▶ **Task objective**: Report each line of the listing below that holds "Castilla".

--- START ---

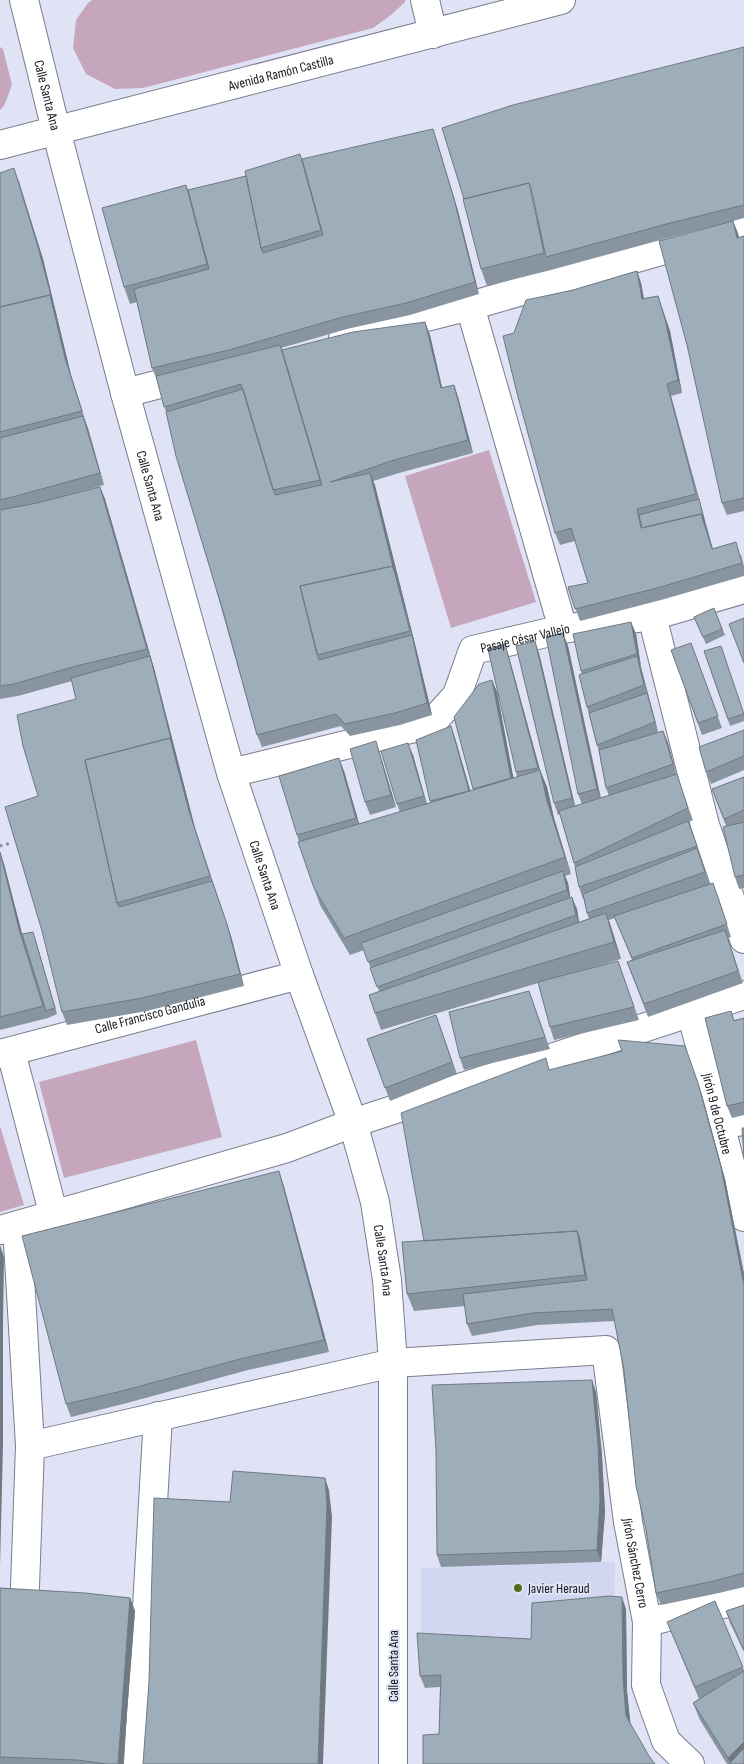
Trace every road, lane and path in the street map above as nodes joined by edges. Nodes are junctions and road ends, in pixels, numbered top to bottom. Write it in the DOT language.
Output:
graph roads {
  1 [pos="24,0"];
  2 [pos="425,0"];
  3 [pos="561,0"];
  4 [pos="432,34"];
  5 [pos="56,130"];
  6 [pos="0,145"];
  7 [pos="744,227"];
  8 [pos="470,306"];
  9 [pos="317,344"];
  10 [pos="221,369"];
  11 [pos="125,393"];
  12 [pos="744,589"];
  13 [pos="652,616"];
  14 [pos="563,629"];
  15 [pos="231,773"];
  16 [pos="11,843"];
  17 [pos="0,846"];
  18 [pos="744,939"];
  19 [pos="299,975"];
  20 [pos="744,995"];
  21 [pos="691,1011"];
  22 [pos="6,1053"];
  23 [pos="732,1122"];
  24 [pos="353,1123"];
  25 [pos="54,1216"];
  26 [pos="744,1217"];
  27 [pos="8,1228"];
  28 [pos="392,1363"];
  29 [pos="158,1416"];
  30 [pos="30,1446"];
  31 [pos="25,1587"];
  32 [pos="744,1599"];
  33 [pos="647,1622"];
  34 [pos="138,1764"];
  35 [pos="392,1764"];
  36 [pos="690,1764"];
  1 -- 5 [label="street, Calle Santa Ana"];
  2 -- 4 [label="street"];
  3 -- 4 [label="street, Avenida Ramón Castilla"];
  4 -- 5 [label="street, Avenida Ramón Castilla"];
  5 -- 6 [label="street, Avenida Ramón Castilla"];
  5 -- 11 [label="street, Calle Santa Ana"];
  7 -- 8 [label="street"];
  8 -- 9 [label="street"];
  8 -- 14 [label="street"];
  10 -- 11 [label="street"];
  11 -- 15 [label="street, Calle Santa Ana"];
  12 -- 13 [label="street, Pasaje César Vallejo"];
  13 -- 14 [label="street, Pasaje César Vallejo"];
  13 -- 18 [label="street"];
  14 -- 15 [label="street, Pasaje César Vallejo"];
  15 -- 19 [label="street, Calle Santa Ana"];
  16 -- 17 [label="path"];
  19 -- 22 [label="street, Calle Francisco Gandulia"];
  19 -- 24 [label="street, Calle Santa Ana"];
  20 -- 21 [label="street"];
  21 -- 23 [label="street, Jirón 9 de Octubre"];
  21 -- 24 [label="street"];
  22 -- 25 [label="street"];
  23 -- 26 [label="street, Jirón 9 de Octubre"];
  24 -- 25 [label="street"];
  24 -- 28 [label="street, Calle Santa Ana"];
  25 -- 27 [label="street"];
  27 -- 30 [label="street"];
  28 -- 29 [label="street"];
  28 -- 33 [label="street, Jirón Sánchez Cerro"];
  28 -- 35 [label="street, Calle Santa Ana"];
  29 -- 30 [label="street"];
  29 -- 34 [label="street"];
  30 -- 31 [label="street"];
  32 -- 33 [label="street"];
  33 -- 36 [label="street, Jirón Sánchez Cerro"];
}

--- END ---

▶ **Response to this task**:
  3 -- 4 [label="street, Avenida Ramón Castilla"];
  4 -- 5 [label="street, Avenida Ramón Castilla"];
  5 -- 6 [label="street, Avenida Ramón Castilla"];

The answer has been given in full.